Even assuming Sergeant Brubaker had probable cause to believe petitioner had committed a felony, in light of the recent decision of the Supreme Court of the United States in Payton v. New York, 445 U.S. 573, 100 S.Ct. 1371, 63 L.Ed.2d 639 (1980), as a matter of federal constitutional law, there is no longer any viable distinction between making a warrantless felony arrest and a warrantless misdemeanor arrest when that arrest involves entry into a person’s home. The Court invalidated a New York statute which authorized police officers to enter a private residence without a warrant and by force, if necessary, to make a routine felony arrest, holding that the fourth amendment, made applicable to the states by the fourteenth amendment, prohibits such action. Since section 901.19, Florida Statutes (1979), suffers the same defect, the requirements of Payton must be applied to petitioner’s arrest here.

In reversing the order of the trial court in the instant case, the circuit court relied on section 901.22, Florida Statutes (1979), and Bey v. State, 355 So.2d 850 (Fla. 3d DCA 1978). In the Bey case, the defendant was charged with and convicted of resisting an officer with violence. His arrest on that charge was based on the following facts:

The records [sic] shows that the officer observed appellant driving in a reckless manner and followed him to the front yard of his home. The officer then approached appellant and asked to see his driver’s license. Appellant refused to produce the license and proceeded toward his home. The officer then stated to appellant that he was under arrest for reckless driving and ordered him to halt.
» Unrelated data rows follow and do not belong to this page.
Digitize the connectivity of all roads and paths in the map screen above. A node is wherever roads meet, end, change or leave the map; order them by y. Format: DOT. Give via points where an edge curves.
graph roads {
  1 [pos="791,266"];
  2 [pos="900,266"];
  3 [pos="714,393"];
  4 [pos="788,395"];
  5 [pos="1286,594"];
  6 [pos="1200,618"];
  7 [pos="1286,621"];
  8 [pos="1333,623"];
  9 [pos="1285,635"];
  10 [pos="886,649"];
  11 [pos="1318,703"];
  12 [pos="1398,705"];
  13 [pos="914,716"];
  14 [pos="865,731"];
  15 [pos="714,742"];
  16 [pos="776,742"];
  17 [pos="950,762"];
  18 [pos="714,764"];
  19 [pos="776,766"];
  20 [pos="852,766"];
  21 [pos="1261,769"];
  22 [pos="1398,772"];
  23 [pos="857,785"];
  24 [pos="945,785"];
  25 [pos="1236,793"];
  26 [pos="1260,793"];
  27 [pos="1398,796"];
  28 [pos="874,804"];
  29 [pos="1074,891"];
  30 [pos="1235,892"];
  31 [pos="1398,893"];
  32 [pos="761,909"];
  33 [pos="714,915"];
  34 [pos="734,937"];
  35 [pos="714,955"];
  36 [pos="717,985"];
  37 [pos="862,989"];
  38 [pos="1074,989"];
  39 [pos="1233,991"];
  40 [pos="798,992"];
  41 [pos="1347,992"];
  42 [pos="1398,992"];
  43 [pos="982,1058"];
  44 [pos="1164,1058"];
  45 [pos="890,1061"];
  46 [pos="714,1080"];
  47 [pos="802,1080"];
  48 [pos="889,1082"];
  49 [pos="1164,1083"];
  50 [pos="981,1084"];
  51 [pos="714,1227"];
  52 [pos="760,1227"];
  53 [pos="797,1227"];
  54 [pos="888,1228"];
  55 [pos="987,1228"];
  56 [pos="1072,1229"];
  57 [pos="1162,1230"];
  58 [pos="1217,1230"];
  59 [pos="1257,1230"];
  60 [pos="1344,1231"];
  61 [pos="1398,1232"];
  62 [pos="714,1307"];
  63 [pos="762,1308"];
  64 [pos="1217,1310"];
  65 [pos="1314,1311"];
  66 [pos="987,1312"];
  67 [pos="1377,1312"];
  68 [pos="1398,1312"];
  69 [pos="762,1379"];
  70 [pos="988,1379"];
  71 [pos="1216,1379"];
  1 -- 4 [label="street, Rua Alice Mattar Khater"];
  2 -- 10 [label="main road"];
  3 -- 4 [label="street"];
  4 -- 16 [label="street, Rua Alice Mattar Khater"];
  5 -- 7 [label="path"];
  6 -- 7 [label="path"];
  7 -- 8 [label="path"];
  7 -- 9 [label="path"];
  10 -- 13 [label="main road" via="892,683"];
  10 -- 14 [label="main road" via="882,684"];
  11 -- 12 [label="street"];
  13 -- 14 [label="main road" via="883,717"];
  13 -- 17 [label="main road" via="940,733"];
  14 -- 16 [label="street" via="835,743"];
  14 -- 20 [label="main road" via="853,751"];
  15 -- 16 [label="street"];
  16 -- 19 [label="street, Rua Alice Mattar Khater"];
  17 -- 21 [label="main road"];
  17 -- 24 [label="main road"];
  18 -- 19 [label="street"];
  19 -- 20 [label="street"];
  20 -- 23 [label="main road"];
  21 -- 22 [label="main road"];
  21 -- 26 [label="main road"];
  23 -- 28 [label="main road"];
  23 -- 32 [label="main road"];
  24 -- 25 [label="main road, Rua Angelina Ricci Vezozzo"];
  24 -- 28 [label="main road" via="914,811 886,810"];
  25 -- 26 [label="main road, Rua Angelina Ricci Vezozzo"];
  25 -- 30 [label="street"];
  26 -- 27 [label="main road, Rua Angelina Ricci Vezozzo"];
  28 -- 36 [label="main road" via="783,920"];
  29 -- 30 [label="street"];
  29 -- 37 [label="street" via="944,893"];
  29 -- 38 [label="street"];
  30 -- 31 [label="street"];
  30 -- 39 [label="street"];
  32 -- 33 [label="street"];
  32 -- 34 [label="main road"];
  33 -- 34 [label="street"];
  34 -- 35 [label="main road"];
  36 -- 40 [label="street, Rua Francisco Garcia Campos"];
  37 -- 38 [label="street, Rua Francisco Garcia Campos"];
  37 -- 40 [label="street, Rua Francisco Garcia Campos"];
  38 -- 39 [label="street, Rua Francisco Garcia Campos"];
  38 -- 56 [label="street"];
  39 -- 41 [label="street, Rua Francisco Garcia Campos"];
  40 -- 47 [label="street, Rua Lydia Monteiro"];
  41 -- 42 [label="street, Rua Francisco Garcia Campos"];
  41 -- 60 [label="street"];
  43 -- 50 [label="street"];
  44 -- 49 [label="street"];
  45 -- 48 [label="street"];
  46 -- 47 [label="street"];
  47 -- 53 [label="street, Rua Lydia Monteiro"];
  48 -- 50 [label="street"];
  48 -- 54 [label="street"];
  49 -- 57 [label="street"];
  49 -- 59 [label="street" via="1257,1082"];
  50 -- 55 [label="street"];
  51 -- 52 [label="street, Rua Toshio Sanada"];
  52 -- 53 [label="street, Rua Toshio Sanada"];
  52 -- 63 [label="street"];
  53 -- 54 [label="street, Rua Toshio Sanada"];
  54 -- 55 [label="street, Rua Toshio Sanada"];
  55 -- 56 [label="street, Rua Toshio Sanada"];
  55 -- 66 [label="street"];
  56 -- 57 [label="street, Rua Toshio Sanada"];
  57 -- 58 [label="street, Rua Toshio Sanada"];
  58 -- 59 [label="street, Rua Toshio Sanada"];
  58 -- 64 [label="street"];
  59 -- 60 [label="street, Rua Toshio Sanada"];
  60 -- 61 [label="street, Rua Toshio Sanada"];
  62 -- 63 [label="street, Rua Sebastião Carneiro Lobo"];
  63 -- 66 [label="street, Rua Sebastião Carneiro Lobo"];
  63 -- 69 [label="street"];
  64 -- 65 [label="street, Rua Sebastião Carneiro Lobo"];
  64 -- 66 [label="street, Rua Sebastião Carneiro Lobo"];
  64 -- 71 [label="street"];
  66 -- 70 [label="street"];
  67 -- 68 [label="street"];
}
Appellant acknowledged this statement by saying, “You can’t arrest me,” and then attempted to escape into his home. The officer immediately followed appellant onto the premises where the act of violence occurred.

Id. at 851. In affirming the conviction, the court concluded that the officer had effected a constructive arrest of the defendant in his front yard when he confronted the defendant there, told him of his intention to arrest him, which communication was acknowledged by the defendant, and had the present power to control the defendant. The officer’s act in following the defendant into his home was viewed as within the scope of authority given the officer under section 901.22 to retake an arrested person who has escaped. Here, however, petitioner was at all times within his home. Section 901.19 and the cases decided thereunder do not give an officer the power to exercise control over and arrest a person who is wholly within the confines of his home.

If an arrest is unlawful, then any search or seizure made incident thereto is invalid, and any evidence developed as a result thereof is inadmissible. Wong Sun v. United States, 371 U.S. 471, 83 S.Ct. 407, 9 L.Ed.2d 441 (1963). Moreover, since the arrest itself was unlawful, a prosecution for resisting arrest without violence under section 843.02 must also fail. Proof of the lawfulness of the arrest is an essential element of that offense. Lee v. State, 368 So.2d 395 (Fla. 3d DCA), cert. denied, 378 So.2d 349 (Fla.1979); Marshall v. State, 354 So.2d 107 (Fla. 2d DCA), cert. denied, 436 U.S. 920, 98 S.Ct. 2270, 56 L.Ed.2d 762 (1978).

The county court’s rulings in the instant case were clearly correct, and the circuit court departed from the essential requirements of the law in reversing those rulings. Accordingly, we grant the writ of common law certiorari, quash the circuit court’s order and opinion, and remand with directions to reinstate the county court’s original orders.

SCHEB, C. J., and HOBSON, J., concur.